Here's a link to a nice review of a new book called "If you're so smart, why aren't you happy?", by Raj Raghunathan, in the form of an interview with the author:
If the review is to be believed, the book, while a self-help book, is rooted in some science, and cites some studies. But what I found particularly interesting is this quotation: they are talking about the "Scarcity mindset", and how humans have a tendency to value their goods, and food, and (sic!) time; and how actually it may be counterproductive. Raj says:
I think that as intelligent beings we need to recognize that some of the vestiges of our evolutionary tendencies might be holding us back.
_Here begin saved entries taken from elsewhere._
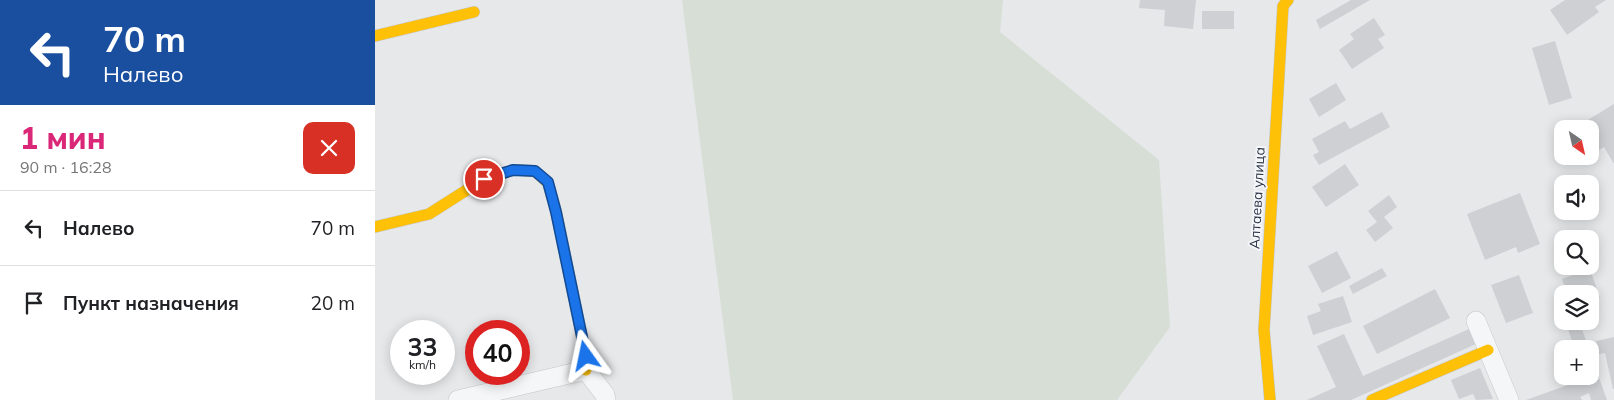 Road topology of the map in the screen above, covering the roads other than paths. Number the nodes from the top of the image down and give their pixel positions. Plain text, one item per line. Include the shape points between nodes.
1 (1288, 0) edge
2 (474, 12) dead end
3 (375, 36) edge
4 (375, 227) edge
5 (1475, 321) dead end
6 (1488, 350) junction
7 (585, 370) junction
8 (458, 400) edge
9 (606, 400) edge
10 (1270, 400) edge
11 (1372, 400) edge
12 (1509, 400) edge

1 - 10 street, Алтаева улица via 1283,6 1264,330
2 - 3 street
4 - 7 street via 429,214 484,179 513,170 535,171 548,182 556,212 586,356
5 - 6 street
6 - 11 street
6 - 12 street
7 - 8 street
7 - 9 street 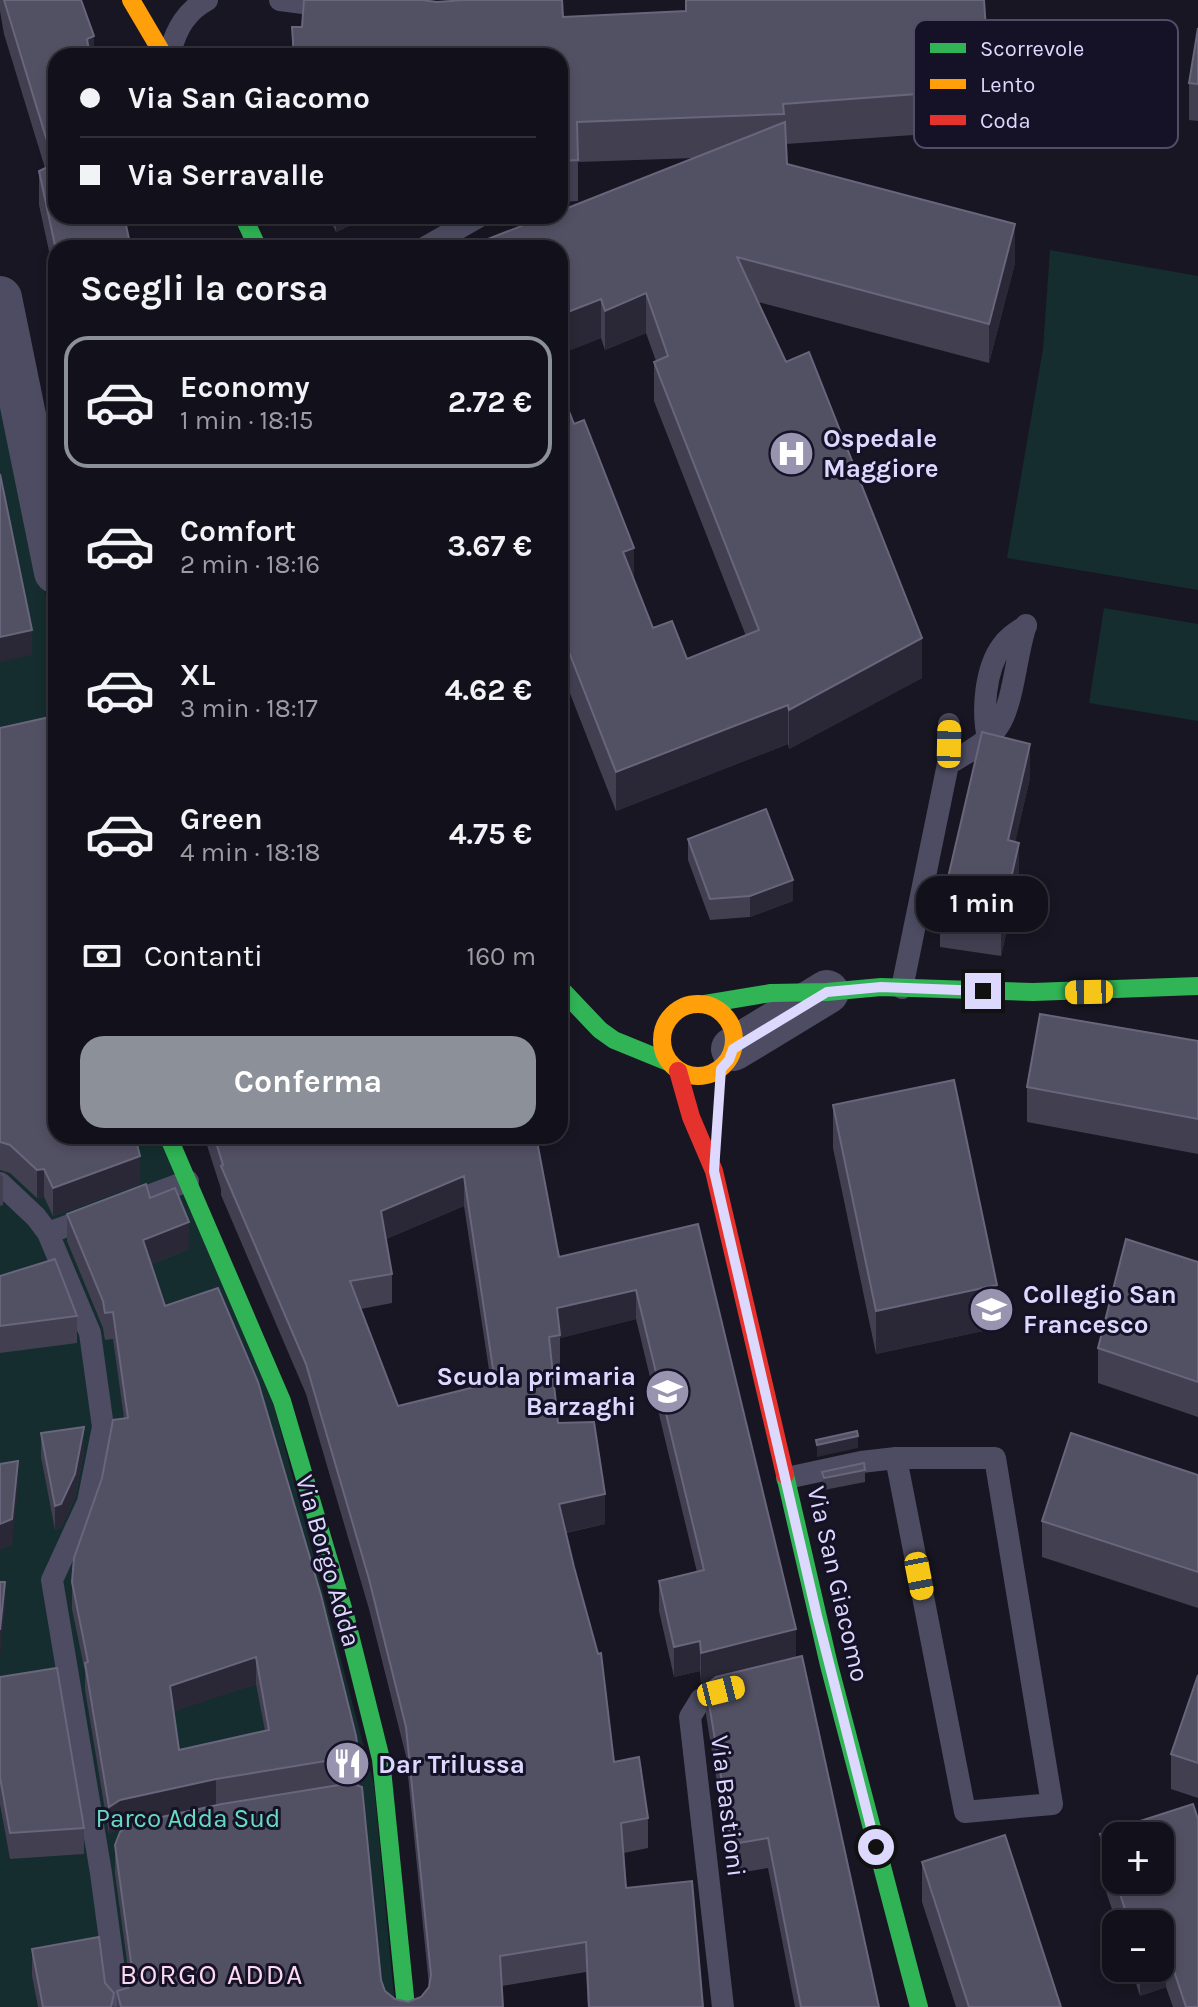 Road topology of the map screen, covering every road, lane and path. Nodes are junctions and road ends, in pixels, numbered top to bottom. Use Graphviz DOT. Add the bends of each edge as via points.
graph roads {
  1 [pos="131,0"];
  2 [pos="207,0"];
  3 [pos="280,0"];
  4 [pos="353,10"];
  5 [pos="158,12"];
  6 [pos="165,48"];
  7 [pos="167,48"];
  8 [pos="171,48"];
  9 [pos="466,224"];
  10 [pos="438,240"];
  11 [pos="0,298"];
  12 [pos="29,451"];
  13 [pos="48,536"];
  14 [pos="949,724"];
  15 [pos="988,738"];
  16 [pos="948,764"];
  17 [pos="1198,986"];
  18 [pos="902,988"];
  19 [pos="827,992"];
  20 [pos="568,993"];
  21 [pos="568,997"];
  22 [pos="596,1003"];
  23 [pos="705,1004"];
  24 [pos="680,1008"];
  25 [pos="650,1013"];
  26 [pos="727,1059"];
  27 [pos="673,1067"];
  28 [pos="720,1090"];
  29 [pos="717,1128"];
  30 [pos="172,1144"];
  31 [pos="714,1171"];
  32 [pos="188,1181"];
  33 [pos="0,1183"];
  34 [pos="48,1233"];
  35 [pos="896,1458"];
  36 [pos="787,1478"];
  37 [pos="829,1665"];
  38 [pos="806,1670"];
  39 [pos="750,1684"];
  40 [pos="363,1800"];
  41 [pos="389,1827"];
  42 [pos="115,1845"];
  43 [pos="101,1873"];
  44 [pos="119,2007"];
  45 [pos="406,2007"];
  46 [pos="723,2007"];
  47 [pos="919,2007"];
  1 -- 6 [label="street"];
  2 -- 8 [label="lane" via="185,19"];
  3 -- 4 [label="lane"];
  5 -- 7 [label="street"];
  9 -- 10 [label="lane"];
  11 -- 12 [label="street"];
  12 -- 13 [label="street"];
  14 -- 16 [label="lane"];
  15 -- 16 [label="lane"];
  16 -- 18 [label="lane"];
  17 -- 18 [label="street" via="1061,992"];
  18 -- 19 [label="street"];
  19 -- 23 [label="street" via="771,993"];
  19 -- 26 [label="street"];
  20 -- 22 [label="street"];
  21 -- 27 [label="street" via="607,1035"];
  23 -- 24 [label="street"];
  23 -- 26 [label="street" via="726,1016 732,1027"];
  24 -- 25 [label="street"];
  24 -- 27 [label="street" via="670,1016 661,1039"];
  26 -- 27 [label="street" via="711,1075 700,1077"];
  26 -- 28 [label="street"];
  27 -- 31 [label="street, Via San Giacomo"];
  29 -- 31 [label="street, Via San Giacomo"];
  30 -- 32 [label="street, Via Borgo Adda"];
  31 -- 36 [label="street, Via San Giacomo"];
  32 -- 34 [label="lane"];
  32 -- 41 [label="street, Via Borgo Adda" via="282,1401 345,1615 381,1759"];
  33 -- 34 [label="lane"];
  34 -- 43 [label="lane" via="90,1333 103,1427 88,1502 52,1580"];
  35 -- 35 [label="lane" via="965,1812 1052,1804 995,1458"];
  35 -- 36 [label="lane"];
  36 -- 37 [label="street, Via San Giacomo"];
  37 -- 38 [label="lane"];
  37 -- 47 [label="street, Via San Giacomo"];
  39 -- 46 [label="lane, Via Bastioni" via="710,1694 690,1717"];
  40 -- 41 [label="lane"];
  41 -- 45 [label="street, Via Borgo Adda"];
  42 -- 43 [label="lane"];
  43 -- 44 [label="lane"];
}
If I'm at an advertising agency, for example, or in software design, those are the kinds of fields where it is now being shown in quite a lot of studies that you actually perform better if you don't put yourself under the scarcity mindset, if you don’t worry about the outcomes and enjoy the process of doing something, rather than the goal.What I find curious about this statement is how it resonates with another book I'm reading right now, called "The Slow Professor" by Maggie Berg and Barbara Seeber. I'm not ready to tell yet whether this other book is good or not, but it's definitely provocative. The subtitle is "Challenging the culture of speed in the academy", and so the book is exactly about how modern academia inflicts the ultimate scarcity mindset upon its members - the one of scarcity of time. And then fosters it through seemingly "helpful" advice on the ultimate time management.
But so far I'm reading the descriptions of how everything is bad and sad, which is an easy part to write =) The ultimate test for the quality of the book is in its "self-help manifesto", which is still to come. We'll see. I'll keep you, invisible 10 or so readers, posted.